12. There’s now a cat lover library in Las Cruces, New Mexico.

The Doña Ana County Government Center allows employees to “check out” shelter kittens and take them to their desks for cuddle time! The library itself has been in business for three years now and gets its cats from the Animal Service Center of the Mesilla Valley. The cats help workers deal with the day to day stressors of their jobs and in return the visibility provided by having adoptable cats in a lobby traversed by hundreds of people every day allows for an increased number of kittens finding their forever homes.

13. Cat Cafes are now popping up across America

The first cat cafe of America opened its doors in Oakland, California in late 2014. Since then, New York had a pop-up cat cafe this April and others are scheduled to emerge in Portland, Los Angeles, Denver, Denver, San Diego and Seattle. The idea, however, came from Taiwan. Visitors buy carefully crafted coffees and get to spend their afternoons playing with cats as both a perfect way to de-stress and hopefully find a new housemate. Each cat pouncing or napping along the elaborate play area is from a local shelter and fully adoptable. The pop up cafe in NYC, like many counterparts in Asian countries, ran for the most part on the money the owners make on refreshments and small packages of cat treats designed to lure shy cats out into the open. Others subsisted on donations.

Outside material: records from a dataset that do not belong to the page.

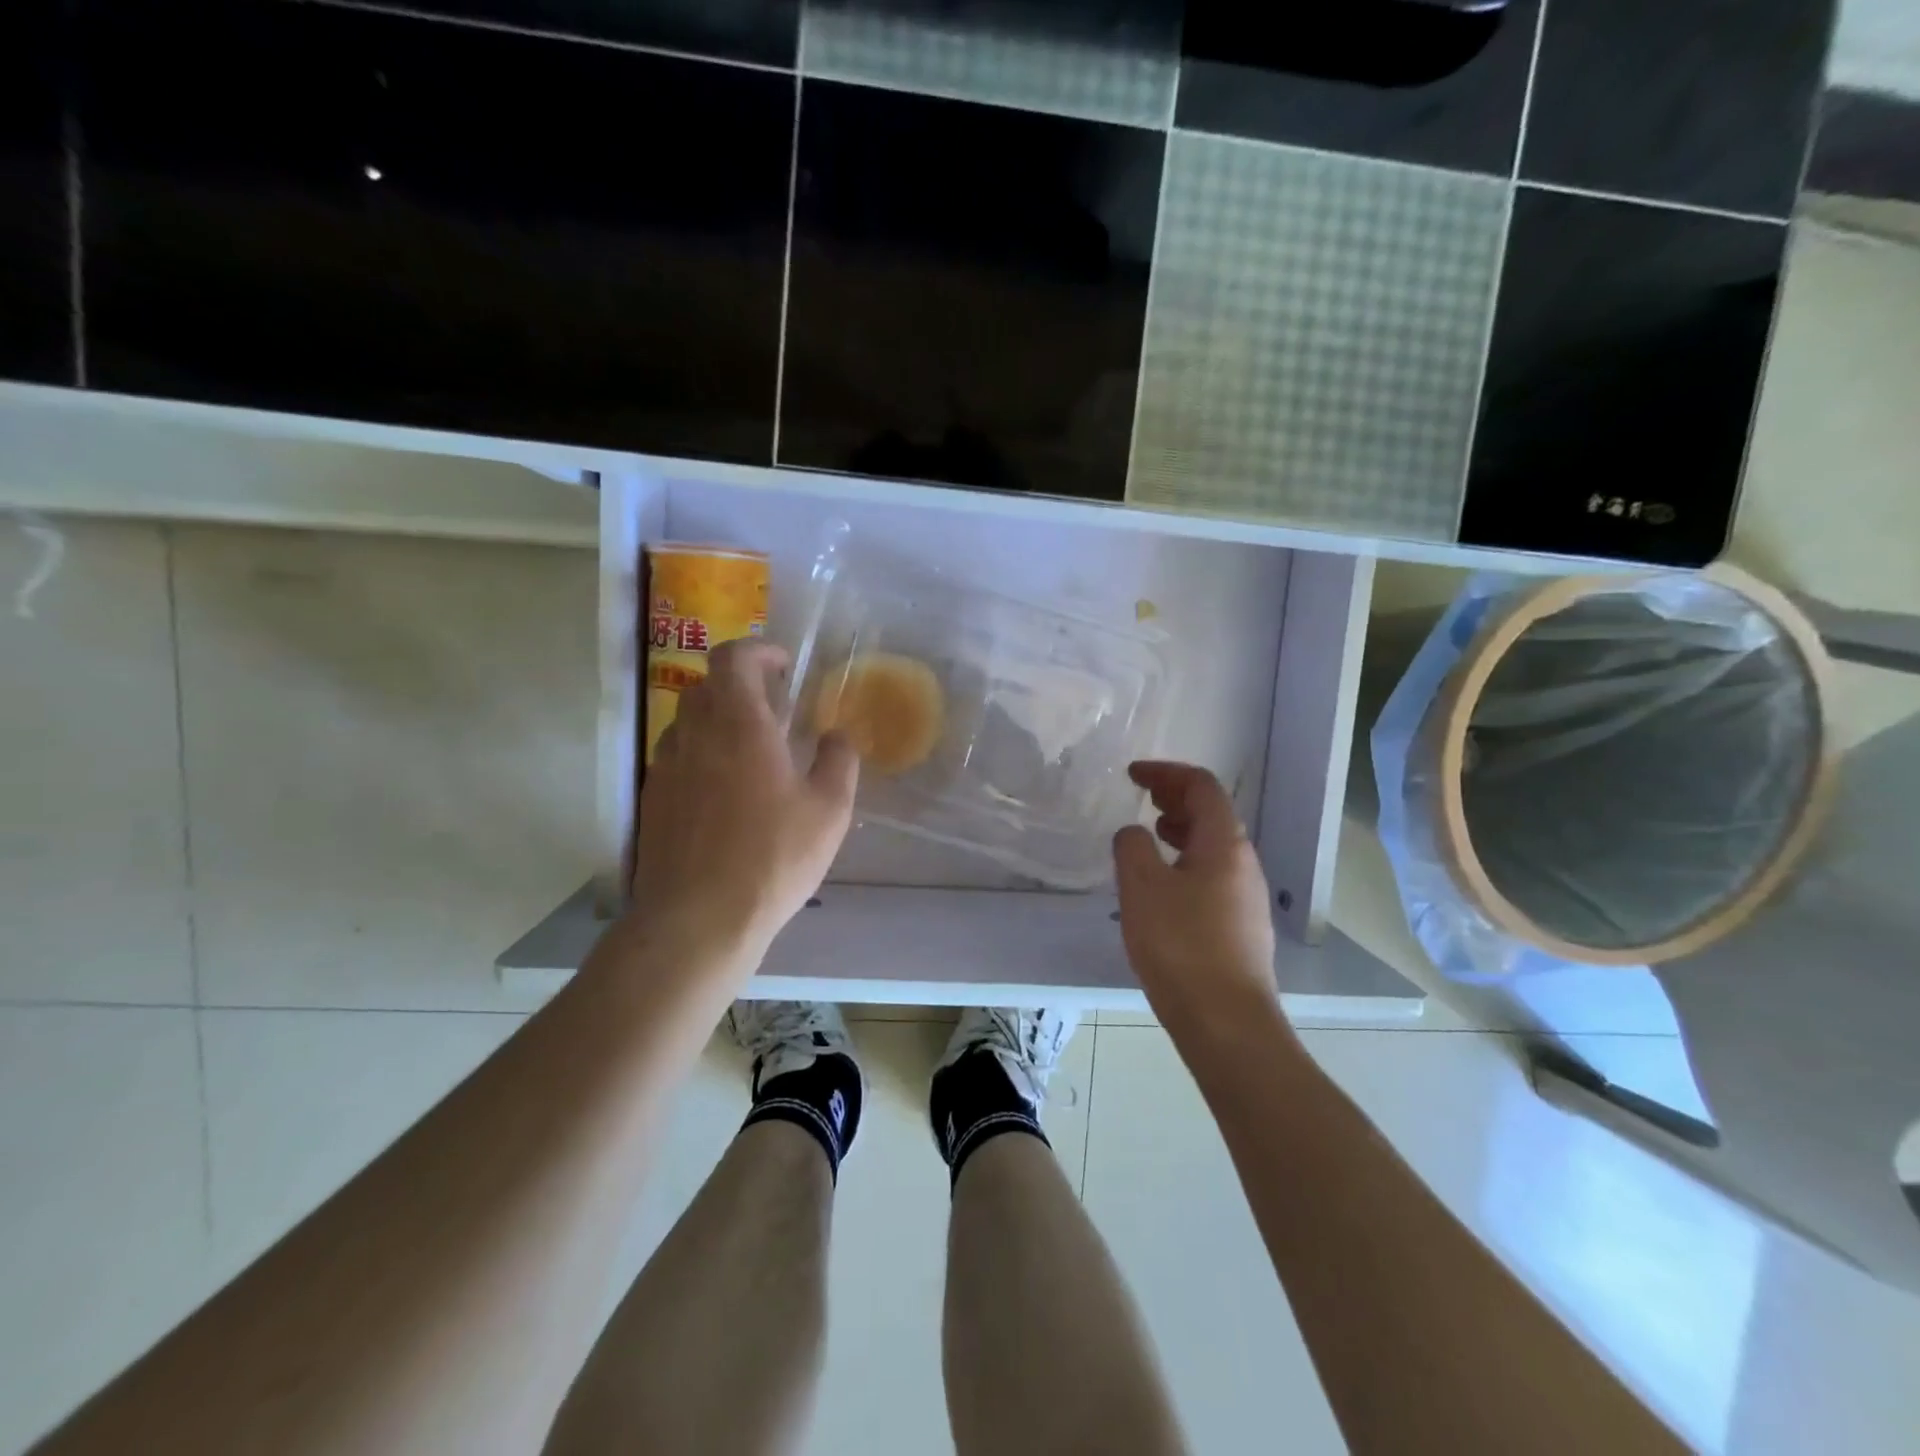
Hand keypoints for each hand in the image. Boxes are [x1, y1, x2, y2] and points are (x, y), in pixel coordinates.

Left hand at [632, 639, 858, 961]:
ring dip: (718, 720)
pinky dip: (700, 756)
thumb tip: (836, 736)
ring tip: (750, 751)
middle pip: (706, 686)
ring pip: (687, 722)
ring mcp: (666, 768)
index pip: (734, 658)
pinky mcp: (652, 801)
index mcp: (740, 724)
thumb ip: (838, 761)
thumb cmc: (773, 857)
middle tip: (773, 708)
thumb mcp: (830, 810)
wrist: (698, 919)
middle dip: (740, 684)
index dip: (759, 650)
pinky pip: (676, 758)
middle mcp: (694, 735)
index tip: (784, 665)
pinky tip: (724, 793)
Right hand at [1113, 762, 1283, 1045]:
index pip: (1201, 786)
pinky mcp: (1240, 927)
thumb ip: (1132, 847)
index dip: (1166, 772)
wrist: (1227, 1022)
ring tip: (1150, 835)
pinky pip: (1211, 875)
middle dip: (1175, 797)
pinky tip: (1162, 887)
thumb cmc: (1182, 945)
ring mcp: (1246, 897)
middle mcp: (1243, 863)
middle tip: (1141, 796)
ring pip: (1212, 847)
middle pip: (1212, 813)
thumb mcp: (1141, 887)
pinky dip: (1185, 862)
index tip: (1132, 774)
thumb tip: (1134, 834)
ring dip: (1181, 830)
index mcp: (1224, 843)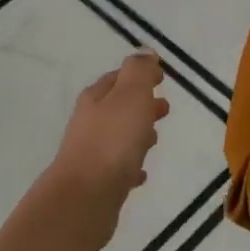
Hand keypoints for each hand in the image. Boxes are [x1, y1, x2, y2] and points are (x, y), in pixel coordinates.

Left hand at [51, 52, 169, 199]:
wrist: (86, 198)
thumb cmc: (112, 141)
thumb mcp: (130, 96)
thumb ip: (139, 73)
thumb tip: (144, 52)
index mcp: (95, 99)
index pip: (117, 79)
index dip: (139, 75)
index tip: (161, 77)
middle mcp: (89, 123)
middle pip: (117, 108)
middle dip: (140, 105)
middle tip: (164, 108)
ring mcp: (90, 154)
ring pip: (118, 137)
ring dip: (136, 134)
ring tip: (155, 138)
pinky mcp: (97, 183)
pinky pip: (118, 169)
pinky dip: (131, 166)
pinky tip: (141, 174)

14.The cost of taxpayer money annually to round up, house, kill and dispose of homeless animals is $2 billion.

15. 70% of cats in animal shelters are euthanized.

While not everyone is a cat lover like me, the percentage of animals killed in overcrowded animal shelters to “make room” for new arrivals is disturbingly high. Rather than throw away around $2 billion for the purpose of distributing death, people should support the growth of more cat cafes and cat libraries that help take the strain off of shelters and provide an incredible place to relax.